START INPUT DATA

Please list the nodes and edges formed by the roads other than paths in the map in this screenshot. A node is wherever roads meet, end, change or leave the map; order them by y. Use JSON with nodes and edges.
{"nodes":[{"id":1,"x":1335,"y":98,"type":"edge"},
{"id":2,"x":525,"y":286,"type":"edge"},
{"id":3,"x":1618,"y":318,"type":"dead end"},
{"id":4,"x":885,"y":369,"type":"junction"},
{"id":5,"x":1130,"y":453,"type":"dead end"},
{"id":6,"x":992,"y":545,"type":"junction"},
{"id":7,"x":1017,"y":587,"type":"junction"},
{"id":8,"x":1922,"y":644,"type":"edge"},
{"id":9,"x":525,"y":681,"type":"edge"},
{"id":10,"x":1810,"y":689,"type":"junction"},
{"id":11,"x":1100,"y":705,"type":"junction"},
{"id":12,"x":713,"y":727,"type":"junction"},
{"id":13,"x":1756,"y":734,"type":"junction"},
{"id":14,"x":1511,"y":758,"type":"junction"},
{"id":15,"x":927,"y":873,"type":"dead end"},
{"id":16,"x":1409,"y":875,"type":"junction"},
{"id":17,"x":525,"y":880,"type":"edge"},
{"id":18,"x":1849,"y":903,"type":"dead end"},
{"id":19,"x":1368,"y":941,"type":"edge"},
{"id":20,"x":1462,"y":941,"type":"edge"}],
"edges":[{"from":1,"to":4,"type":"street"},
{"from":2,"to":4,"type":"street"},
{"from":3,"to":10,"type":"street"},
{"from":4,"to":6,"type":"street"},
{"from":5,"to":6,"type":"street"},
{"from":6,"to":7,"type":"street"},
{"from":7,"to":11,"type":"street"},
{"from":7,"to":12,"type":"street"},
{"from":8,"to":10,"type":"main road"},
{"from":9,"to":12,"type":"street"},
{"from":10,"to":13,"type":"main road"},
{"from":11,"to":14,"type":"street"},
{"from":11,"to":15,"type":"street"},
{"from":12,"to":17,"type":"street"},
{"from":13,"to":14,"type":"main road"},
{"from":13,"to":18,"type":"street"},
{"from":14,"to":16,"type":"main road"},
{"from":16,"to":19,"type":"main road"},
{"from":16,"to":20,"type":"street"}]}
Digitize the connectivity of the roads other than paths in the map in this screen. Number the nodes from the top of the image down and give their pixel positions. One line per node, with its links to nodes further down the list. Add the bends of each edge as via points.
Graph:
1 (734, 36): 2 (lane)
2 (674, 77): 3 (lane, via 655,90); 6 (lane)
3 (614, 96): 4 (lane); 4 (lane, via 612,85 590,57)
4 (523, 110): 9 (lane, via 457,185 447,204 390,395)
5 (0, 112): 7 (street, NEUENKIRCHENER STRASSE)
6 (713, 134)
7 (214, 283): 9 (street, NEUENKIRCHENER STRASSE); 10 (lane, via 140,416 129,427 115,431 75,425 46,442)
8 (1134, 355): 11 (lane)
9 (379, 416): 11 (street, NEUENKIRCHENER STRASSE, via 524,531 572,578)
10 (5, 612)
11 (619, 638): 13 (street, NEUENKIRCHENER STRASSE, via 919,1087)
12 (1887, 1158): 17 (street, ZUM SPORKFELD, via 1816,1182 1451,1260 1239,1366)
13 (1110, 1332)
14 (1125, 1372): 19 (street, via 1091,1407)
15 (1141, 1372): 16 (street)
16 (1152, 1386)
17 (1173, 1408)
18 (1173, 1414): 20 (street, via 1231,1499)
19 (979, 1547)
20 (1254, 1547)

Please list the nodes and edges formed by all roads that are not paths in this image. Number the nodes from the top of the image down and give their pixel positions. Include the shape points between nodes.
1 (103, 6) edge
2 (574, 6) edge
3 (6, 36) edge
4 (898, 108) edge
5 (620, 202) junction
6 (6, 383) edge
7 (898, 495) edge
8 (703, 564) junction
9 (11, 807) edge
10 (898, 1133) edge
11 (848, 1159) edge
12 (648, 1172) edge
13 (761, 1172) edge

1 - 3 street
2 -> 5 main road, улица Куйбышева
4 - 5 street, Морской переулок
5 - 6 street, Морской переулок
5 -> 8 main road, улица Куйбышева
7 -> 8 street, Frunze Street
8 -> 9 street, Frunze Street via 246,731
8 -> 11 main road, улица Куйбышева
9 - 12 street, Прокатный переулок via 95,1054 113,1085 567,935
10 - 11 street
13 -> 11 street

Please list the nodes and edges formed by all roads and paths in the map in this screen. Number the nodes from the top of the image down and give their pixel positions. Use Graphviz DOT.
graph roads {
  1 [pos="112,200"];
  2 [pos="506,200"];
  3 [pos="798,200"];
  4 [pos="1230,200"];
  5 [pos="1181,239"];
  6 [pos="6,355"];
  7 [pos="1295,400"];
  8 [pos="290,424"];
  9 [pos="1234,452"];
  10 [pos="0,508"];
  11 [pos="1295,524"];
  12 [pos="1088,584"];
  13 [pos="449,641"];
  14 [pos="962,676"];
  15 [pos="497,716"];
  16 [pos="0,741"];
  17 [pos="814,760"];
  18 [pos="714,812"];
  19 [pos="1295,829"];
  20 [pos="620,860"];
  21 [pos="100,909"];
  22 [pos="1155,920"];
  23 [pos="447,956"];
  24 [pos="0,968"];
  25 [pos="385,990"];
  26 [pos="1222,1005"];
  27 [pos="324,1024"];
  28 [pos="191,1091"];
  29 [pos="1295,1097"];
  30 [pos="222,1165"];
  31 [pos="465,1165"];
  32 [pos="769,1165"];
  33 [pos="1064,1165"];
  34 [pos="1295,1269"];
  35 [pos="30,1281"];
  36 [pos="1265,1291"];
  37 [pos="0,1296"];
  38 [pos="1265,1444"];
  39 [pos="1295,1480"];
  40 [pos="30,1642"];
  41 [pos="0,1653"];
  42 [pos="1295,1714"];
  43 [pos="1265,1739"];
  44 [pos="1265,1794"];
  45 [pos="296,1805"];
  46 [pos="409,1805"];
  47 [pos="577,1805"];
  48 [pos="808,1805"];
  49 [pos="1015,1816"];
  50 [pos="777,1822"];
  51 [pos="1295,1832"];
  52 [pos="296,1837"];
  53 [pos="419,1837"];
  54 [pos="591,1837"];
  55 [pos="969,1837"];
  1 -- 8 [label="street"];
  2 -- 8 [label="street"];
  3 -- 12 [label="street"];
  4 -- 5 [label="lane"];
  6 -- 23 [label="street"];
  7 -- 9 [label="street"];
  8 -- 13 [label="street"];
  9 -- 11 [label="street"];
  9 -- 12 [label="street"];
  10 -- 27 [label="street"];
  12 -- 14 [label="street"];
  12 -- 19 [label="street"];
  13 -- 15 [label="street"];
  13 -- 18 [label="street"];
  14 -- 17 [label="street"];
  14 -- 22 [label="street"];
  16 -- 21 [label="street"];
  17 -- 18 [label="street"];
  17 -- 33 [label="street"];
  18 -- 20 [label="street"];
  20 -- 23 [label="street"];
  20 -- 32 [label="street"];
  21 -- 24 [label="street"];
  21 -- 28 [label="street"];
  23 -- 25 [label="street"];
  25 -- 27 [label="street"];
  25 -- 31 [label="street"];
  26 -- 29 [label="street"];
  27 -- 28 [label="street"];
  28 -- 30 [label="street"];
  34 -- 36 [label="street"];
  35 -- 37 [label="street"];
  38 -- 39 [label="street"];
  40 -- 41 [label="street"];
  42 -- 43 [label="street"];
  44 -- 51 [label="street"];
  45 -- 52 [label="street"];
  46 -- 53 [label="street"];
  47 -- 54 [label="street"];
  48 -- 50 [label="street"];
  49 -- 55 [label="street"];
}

END INPUT DATA

GOAL OF THE EXERCISE
Take the lines above from the first through the one containing "Digitize the connectivity" and reproduce them exactly; include nothing else.

FINISHED EXERCISE
Please list the nodes and edges formed by the roads other than paths in the map in this screenshot. A node is wherever roads meet, end, change or leave the map; order them by y. Use JSON with nodes and edges.
{"nodes":[{"id":1,"x":1335,"y":98,"type":"edge"},
{"id":2,"x":525,"y":286,"type":"edge"},
{"id":3,"x":1618,"y":318,"type":"dead end"},
{"id":4,"x":885,"y":369,"type":"junction"},
{"id":5,"x":1130,"y":453,"type":"dead end"},
{"id":6,"x":992,"y":545,"type":"junction"},
{"id":7,"x":1017,"y":587,"type":"junction"},
{"id":8,"x":1922,"y":644,"type":"edge"},
{"id":9,"x":525,"y":681,"type":"edge"},
{"id":10,"x":1810,"y":689,"type":"junction"},
{"id":11,"x":1100,"y":705,"type":"junction"},
{"id":12,"x":713,"y":727,"type":"junction"},
{"id":13,"x":1756,"y":734,"type":"junction"},
{"id":14,"x":1511,"y":758,"type":"junction"},
{"id":15,"x":927,"y":873,"type":"dead end"},
{"id":16,"x":1409,"y":875,"type":"junction"},
{"id":17,"x":525,"y":880,"type":"edge"},
{"id":18,"x":1849,"y":903,"type":"dead end"},
{"id":19,"x":1368,"y":941,"type":"edge"},
{"id":20,"x":1462,"y":941,"type":"edge"}],
"edges":[{"from":1,"to":4,"type":"street"},
{"from":2,"to":4,"type":"street"},
{"from":3,"to":10,"type":"street"},
{"from":4,"to":6,"type":"street"},
{"from":5,"to":6,"type":"street"},
{"from":6,"to":7,"type":"street"},
{"from":7,"to":11,"type":"street"},
{"from":7,"to":12,"type":"street"},
{"from":8,"to":10,"type":"main road"},
{"from":9,"to":12,"type":"street"},
{"from":10,"to":13,"type":"main road"},
{"from":11,"to":14,"type":"street"},
{"from":11,"to":15,"type":"street"},
{"from":12,"to":17,"type":"street"},
{"from":13,"to":14,"type":"main road"},
{"from":13,"to":18,"type":"street"},
{"from":14,"to":16,"type":"main road"},
{"from":16,"to":19,"type":"main road"},
{"from":16,"to":20,"type":"street"}]}
Digitize the connectivity of the roads other than paths in the map in this screen. Number the nodes from the top of the image down and give their pixel positions. One line per node, with its links to nodes further down the list. Add the bends of each edge as via points.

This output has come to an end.